车窗外,雪越下越大。细密的雪花在暮色里翻飞,扑在玻璃上,融化成水痕,又被雨刮器抹去。车厢里开着暖气,很安静,只有引擎低沉的轰鸣和轮胎碾过积雪的沙沙声。
叶挽秋坐在副驾驶,侧头看着窗外飞逝的街景。她换了那身酒红色礼服,长发在脑后挽成发髻,露出修长的脖颈。耳垂上戴着顾清欢给的耳钉式耳麦,在昏黄的车厢灯光下闪着微光。
林见深开着车,握方向盘的指节因为用力而微微发白。黑色西装合身,衬得他肩背挺拔,但眉宇间压着一层化不开的阴郁。
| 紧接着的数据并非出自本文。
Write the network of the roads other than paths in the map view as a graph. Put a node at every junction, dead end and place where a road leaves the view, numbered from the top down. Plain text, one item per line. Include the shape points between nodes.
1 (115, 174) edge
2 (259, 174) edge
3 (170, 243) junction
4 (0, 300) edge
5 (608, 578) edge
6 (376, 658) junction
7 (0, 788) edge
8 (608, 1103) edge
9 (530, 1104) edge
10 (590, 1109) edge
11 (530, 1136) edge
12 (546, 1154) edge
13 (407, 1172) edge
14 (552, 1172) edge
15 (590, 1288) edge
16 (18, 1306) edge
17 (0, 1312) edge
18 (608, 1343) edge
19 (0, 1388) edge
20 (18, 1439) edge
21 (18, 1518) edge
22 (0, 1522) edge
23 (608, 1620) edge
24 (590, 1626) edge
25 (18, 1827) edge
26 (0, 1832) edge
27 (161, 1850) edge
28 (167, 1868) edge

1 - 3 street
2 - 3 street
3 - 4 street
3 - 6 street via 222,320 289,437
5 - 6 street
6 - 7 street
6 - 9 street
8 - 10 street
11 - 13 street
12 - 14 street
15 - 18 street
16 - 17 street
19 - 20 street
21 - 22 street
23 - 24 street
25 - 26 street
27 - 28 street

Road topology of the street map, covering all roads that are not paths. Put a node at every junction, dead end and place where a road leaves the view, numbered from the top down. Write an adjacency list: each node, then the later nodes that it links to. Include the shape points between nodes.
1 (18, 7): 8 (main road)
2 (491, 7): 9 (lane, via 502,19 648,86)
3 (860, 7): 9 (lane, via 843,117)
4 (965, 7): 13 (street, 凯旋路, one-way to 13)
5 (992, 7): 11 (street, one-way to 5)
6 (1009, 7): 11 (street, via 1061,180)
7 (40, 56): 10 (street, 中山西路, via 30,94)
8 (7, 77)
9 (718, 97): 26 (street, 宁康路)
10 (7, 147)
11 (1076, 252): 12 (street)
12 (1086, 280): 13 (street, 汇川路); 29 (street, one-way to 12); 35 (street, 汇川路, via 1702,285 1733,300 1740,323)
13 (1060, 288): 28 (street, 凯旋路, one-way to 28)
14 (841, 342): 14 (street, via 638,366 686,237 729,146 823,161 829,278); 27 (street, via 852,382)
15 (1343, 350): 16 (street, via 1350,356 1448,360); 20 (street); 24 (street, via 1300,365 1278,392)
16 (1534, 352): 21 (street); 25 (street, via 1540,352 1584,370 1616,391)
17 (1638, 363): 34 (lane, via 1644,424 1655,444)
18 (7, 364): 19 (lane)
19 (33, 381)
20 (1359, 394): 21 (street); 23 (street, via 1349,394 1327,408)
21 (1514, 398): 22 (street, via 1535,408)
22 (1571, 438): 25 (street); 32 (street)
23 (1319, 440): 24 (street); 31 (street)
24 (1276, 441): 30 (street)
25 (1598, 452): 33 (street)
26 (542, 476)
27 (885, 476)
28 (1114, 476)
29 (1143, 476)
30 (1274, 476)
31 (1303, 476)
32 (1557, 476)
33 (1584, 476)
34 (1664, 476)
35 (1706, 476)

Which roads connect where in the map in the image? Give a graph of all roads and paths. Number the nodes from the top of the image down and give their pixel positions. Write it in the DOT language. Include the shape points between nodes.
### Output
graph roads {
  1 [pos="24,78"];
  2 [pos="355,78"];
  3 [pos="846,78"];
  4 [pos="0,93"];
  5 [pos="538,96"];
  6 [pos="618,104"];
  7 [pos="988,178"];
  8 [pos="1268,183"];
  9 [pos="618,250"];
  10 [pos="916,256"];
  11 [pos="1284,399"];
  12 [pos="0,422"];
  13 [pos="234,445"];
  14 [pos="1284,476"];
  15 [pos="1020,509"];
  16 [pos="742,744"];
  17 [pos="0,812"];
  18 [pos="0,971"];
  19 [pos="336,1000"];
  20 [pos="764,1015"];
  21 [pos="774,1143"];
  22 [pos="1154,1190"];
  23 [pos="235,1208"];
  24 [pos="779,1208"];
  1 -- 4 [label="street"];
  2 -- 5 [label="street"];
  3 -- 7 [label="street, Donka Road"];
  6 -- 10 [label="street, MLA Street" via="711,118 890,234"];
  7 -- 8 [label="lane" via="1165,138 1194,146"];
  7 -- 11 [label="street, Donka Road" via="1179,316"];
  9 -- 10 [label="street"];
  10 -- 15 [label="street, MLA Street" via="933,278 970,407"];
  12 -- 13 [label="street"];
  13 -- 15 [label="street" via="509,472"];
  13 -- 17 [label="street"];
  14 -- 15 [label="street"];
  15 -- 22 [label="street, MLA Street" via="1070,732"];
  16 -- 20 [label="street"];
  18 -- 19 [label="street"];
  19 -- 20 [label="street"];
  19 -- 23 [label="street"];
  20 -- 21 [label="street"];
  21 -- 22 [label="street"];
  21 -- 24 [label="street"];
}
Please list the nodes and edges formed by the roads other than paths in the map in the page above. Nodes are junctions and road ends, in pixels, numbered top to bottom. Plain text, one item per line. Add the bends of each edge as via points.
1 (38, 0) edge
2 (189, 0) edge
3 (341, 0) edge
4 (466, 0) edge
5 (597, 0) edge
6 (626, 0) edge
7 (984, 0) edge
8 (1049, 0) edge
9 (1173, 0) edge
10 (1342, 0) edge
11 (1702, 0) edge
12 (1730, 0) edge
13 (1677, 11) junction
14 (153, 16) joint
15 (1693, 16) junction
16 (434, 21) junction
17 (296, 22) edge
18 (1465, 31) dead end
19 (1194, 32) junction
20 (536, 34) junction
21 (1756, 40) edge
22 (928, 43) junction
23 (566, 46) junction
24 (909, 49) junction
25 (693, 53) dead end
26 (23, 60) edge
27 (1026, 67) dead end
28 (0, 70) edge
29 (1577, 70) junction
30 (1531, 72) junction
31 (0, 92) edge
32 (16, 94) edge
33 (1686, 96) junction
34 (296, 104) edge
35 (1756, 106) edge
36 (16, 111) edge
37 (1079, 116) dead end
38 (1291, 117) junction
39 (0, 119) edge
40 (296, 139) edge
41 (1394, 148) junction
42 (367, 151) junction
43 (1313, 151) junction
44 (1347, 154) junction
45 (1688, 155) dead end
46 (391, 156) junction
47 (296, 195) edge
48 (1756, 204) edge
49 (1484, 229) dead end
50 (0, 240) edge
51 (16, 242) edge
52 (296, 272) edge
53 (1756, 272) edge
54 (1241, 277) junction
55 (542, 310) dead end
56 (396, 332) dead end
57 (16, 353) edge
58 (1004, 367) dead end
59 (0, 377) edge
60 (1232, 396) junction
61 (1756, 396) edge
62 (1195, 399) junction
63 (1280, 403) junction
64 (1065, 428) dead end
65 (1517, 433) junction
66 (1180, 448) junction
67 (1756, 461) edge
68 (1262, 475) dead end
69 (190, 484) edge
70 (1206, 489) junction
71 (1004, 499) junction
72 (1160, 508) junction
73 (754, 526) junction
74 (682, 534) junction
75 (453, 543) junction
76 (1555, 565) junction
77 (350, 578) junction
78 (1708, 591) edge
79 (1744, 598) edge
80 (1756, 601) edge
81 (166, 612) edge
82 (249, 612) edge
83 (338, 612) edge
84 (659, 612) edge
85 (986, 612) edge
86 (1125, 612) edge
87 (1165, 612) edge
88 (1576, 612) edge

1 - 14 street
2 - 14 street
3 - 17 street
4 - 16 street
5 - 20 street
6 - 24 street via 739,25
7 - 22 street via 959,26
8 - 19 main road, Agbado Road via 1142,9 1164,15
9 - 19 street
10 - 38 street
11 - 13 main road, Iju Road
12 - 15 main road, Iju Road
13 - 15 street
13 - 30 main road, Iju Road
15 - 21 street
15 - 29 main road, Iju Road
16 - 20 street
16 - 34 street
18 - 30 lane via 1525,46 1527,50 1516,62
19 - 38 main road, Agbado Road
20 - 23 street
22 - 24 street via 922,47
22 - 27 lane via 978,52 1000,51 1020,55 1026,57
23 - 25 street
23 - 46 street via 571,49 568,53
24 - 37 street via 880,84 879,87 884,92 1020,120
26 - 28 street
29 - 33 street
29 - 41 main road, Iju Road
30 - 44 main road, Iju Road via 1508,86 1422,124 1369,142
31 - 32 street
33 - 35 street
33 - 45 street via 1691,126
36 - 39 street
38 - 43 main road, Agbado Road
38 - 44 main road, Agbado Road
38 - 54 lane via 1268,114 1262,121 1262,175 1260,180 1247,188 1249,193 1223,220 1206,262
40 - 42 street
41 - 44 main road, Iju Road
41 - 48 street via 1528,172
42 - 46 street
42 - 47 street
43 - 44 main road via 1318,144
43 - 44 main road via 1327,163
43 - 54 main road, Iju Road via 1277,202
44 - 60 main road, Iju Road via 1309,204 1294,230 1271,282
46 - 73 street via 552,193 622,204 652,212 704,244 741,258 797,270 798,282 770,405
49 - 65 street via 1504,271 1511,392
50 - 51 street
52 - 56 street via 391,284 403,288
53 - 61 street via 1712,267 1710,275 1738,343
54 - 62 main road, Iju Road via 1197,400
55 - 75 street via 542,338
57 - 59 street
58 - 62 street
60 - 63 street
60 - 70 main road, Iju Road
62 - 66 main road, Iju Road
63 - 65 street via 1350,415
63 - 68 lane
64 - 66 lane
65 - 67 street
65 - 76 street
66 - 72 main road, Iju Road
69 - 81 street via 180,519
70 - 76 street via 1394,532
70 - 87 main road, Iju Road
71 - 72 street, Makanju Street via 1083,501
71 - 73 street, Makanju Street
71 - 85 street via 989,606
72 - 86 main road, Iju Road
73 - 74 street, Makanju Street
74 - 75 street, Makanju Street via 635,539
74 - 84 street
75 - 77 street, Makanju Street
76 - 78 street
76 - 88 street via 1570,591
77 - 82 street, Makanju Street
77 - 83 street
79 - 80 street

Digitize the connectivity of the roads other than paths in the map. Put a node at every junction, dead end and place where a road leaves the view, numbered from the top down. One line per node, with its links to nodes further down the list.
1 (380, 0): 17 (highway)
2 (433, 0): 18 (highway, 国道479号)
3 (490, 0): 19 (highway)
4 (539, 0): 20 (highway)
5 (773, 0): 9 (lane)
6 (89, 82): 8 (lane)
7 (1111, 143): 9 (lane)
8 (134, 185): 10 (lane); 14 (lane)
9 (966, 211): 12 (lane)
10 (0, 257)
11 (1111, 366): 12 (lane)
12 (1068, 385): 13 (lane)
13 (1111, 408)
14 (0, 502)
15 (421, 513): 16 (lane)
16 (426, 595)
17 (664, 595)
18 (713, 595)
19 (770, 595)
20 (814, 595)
袖扣是另一枚耳麦,伪装成普通的黑曜石扣子。
距离顾家老宅还有二十分钟车程。
“紧张吗?”叶挽秋突然开口,声音很轻。
“有点。”林见深如实说。他没法不紧张——不是紧张今晚的行动,而是紧张即将面对的那个人。顾倾城。可能和他有血缘关系的人。
“我也是。”叶挽秋转回头,看着他,“但想到是和你一起,好像又没那么怕了。”
林见深没说话。车厢里重新陷入沉默。只有雨刮器规律的刮擦声,一下,一下,像心跳。
“林见深。”叶挽秋又叫他的名字。
“嗯?”
“如果……我是说如果,今晚之后,一切都结束了。你最想做什么?”
林见深想了想:“回学校上课。把落下的物理课补上。”
叶挽秋笑了,笑声很轻:“你还真是……特别。别人都想着环游世界,或者继承家业。你就想着上课。”
“因为上课简单。”林见深说,“不用想太多,只要解题就行。”
叶挽秋看着他侧脸。车厢光线昏暗,他下颌线绷得很紧,喉结偶尔滚动一下,像在吞咽什么说不出口的话。
“你今晚有点不对劲。”她说,“从下午开始就不对劲。出什么事了吗?”
林见深手指在方向盘上敲了敲,很轻的节奏。“没有。只是……想事情。”
“想什么?”
“想爷爷。”林见深看着前方道路,“想他当年做那些决定的时候,是什么心情。”
叶挽秋沉默了几秒,伸手,轻轻放在他握着方向盘的手上。“爷爷如果知道你现在这样,一定会为你骄傲的。”
林见深的手微微抖了一下。他没说话,只是反手握住了她的手。很用力,像要把她的温度烙进皮肤里。